> **DATA RECORDS**
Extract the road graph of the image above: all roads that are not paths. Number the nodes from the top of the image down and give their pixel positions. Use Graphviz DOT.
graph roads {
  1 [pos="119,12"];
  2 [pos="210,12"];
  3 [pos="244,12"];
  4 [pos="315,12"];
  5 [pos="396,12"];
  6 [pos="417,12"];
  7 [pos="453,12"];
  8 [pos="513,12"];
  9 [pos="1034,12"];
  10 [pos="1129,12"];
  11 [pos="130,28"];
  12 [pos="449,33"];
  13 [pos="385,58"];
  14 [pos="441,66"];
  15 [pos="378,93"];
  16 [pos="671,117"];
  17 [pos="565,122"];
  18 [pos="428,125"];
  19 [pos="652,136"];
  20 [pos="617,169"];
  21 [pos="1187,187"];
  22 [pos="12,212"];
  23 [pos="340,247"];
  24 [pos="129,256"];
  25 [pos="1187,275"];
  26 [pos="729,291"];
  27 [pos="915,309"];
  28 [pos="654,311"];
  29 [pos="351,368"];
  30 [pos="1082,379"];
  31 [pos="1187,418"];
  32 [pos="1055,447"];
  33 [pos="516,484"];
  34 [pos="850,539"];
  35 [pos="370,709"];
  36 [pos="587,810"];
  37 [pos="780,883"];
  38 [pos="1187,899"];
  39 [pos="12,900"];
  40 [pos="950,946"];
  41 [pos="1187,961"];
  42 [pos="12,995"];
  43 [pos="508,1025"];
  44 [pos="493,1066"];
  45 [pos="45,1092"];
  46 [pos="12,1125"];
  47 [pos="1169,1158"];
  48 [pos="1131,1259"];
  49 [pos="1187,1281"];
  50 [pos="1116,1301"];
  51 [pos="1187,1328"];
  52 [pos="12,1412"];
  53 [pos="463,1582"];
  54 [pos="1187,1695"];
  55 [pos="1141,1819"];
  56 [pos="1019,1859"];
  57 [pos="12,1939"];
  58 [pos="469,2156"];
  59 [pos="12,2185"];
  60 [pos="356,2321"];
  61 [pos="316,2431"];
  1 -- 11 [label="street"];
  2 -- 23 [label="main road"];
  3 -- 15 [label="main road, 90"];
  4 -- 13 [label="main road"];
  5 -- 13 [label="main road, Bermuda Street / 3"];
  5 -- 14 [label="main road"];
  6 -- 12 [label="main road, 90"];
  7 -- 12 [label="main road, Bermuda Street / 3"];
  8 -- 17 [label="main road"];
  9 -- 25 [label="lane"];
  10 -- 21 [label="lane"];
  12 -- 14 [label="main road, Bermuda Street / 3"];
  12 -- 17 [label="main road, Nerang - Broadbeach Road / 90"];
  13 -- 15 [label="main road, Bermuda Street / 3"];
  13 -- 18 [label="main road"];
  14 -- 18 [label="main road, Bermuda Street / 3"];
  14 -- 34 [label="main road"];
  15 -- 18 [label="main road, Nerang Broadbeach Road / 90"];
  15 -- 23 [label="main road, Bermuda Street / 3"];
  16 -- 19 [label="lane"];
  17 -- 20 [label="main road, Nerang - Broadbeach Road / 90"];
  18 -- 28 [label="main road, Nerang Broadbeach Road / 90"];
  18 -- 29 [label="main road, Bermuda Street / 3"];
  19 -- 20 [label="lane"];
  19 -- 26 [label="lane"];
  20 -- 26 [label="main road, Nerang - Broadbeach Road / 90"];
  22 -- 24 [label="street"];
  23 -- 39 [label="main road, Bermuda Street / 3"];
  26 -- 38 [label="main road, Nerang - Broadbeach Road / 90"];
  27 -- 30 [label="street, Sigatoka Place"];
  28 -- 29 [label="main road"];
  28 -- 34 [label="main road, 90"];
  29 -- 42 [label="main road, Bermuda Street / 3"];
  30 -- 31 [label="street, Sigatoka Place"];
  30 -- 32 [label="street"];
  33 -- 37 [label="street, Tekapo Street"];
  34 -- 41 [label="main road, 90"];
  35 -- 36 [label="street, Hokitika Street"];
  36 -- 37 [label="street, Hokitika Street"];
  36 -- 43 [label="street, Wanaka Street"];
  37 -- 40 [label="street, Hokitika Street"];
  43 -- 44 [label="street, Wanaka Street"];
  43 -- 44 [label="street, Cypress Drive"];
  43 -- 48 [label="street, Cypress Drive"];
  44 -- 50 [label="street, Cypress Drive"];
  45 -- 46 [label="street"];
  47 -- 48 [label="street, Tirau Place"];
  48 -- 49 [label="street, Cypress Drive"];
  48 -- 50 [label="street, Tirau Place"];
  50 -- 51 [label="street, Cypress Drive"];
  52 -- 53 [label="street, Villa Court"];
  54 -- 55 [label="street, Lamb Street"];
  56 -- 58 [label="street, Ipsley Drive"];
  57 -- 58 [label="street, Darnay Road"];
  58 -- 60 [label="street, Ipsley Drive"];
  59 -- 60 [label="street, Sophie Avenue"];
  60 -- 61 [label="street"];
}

> **EXERCISE DIRECTIONS**
Reproduce each line above without any alteration.

> **WRITTEN RESPONSE**
Extract the road graph of the image above: all roads that are not paths. Number the nodes from the top of the image down and give their pixel positions. Use Graphviz DOT.
graph roads {
  1 [pos="119,12"];
  2 [pos="210,12"];
  3 [pos="244,12"];
  4 [pos="315,12"];
  5 [pos="396,12"];
  6 [pos="417,12"];
  7 [pos="453,12"];
  8 [pos="513,12"];
  9 [pos="1034,12"];
  10 [pos="1129,12"];
  11 [pos="130,28"];
  12 [pos="449,33"];
  13 [pos="385,58"];
  14 [pos="441,66"];
  15 [pos="378,93"];
  16 [pos="671,117"];
  17 [pos="565,122"];
  18 [pos="428,125"];
  19 [pos="652,136"];
  20 [pos="617,169"];
  21 [pos="1187,187"];
  22 [pos="12,212"];
  23 [pos="340,247"];
  24 [pos="129,256"];
  25 [pos="1187,275"];
  26 [pos="729,291"];
  27 [pos="915,309"];
  28 [pos="654,311"];
  29 [pos="351,368"];
  30 [pos="1082,379"];
  31 [pos="1187,418"];
  32 [pos="1055,447"];
  33 [pos="516,484"];
  34 [pos="850,539"];
  35 [pos="370,709"];
  36 [pos="587,810"];
  37 [pos="780,883"];
  38 [pos="1187,899"];
  39 [pos="12,900"];
  40 [pos="950,946"];
  41 [pos="1187,961"];
  42 [pos="12,995"];
  43 [pos="508,1025"];
  44 [pos="493,1066"];
  45 [pos="45,1092"];
  46 [pos="12,1125"];
  47 [pos="1169,1158"];
  48 [pos="1131,1259"];
  49 [pos="1187,1281"];
  50 [pos="1116,1301"];
  51 [pos="1187,1328"];
  52 [pos="12,1412"];
  53 [pos="463,1582"];
  54 [pos="1187,1695"];
  55 [pos="1141,1819"];
  56 [pos="1019,1859"];
  57 [pos="12,1939"];
  58 [pos="469,2156"];
  59 [pos="12,2185"];
  60 [pos="356,2321"];
  61 [pos="316,2431"];
  1 -- 11 [label="street"];
  2 -- 23 [label="main road"];
  3 -- 15 [label="main road, 90"];
  4 -- 13 [label="main road"];
  5 -- 13 [label="main road, Bermuda Street / 3"];
  5 -- 14 [label="main road"];
  6 -- 12 [label="main road, 90"];
  7 -- 12 [label="main road, Bermuda Street / 3"];
  8 -- 17 [label="main road"];
  9 -- 25 [label="lane"];
  10 -- 21 [label="lane"];
  12 -- 14 [label="main road, Bermuda Street / 3"];
  12 -- 17 [label="main road, Nerang - Broadbeach Road / 90"];
  13 -- 15 [label="main road, Bermuda Street / 3"];
  13 -- 18 [label="main road"];
  14 -- 18 [label="main road, Bermuda Street / 3"];
  14 -- 34 [label="main road"];
  15 -- 18 [label="main road, Nerang Broadbeach Road / 90"];
  15 -- 23 [label="main road, Bermuda Street / 3"];
  16 -- 19 [label="lane"];
  17 -- 20 [label="main road, Nerang - Broadbeach Road / 90"];
  18 -- 28 [label="main road, Nerang Broadbeach Road / 90"];
  18 -- 29 [label="main road, Bermuda Street / 3"];
  19 -- 20 [label="lane"];
  19 -- 26 [label="lane"];
  20 -- 26 [label="main road, Nerang - Broadbeach Road / 90"];
  22 -- 24 [label="street"];
  23 -- 39 [label="main road, Bermuda Street / 3"];
  26 -- 38 [label="main road, Nerang - Broadbeach Road / 90"];
  27 -- 30 [label="street, Sigatoka Place"];
  28 -- 29 [label="main road"];
  28 -- 34 [label="main road, 90"];
  29 -- 42 [label="main road, Bermuda Street / 3"];
  30 -- 31 [label="street, Sigatoka Place"];
  30 -- 32 [label="street"];
  33 -- 37 [label="street, Tekapo Street"];
  34 -- 41 [label="main road, 90"];
  35 -- 36 [label="street, Hokitika Street"];
  36 -- 37 [label="street, Hokitika Street"];
  36 -- 43 [label="street, Wanaka Street"];
  37 -- 40 [label="street, Hokitika Street"];
  43 -- 44 [label="street, Wanaka Street"];
  43 -- 44 [label="street, Cypress Drive"];
  43 -- 48 [label="street, Cypress Drive"];
  44 -- 50 [label="street, Cypress Drive"];
  45 -- 46 [label="street"];
  47 -- 48 [label="street, Tirau Place"];
  48 -- 49 [label="street, Cypress Drive"];
  48 -- 50 [label="street, Tirau Place"];
  50 -- 51 [label="street, Cypress Drive"];
  52 -- 53 [label="street, Villa Court"];
  54 -- 55 [label="street, Lamb Street"];
  56 -- 58 [label="street, Ipsley Drive"];
  57 -- 58 [label="street, Darnay Road"];
  58 -- 60 [label="street, Ipsley Drive"];
  59 -- 60 [label="street, Sophie Avenue"];
  60 -- 61 [label="street"];
}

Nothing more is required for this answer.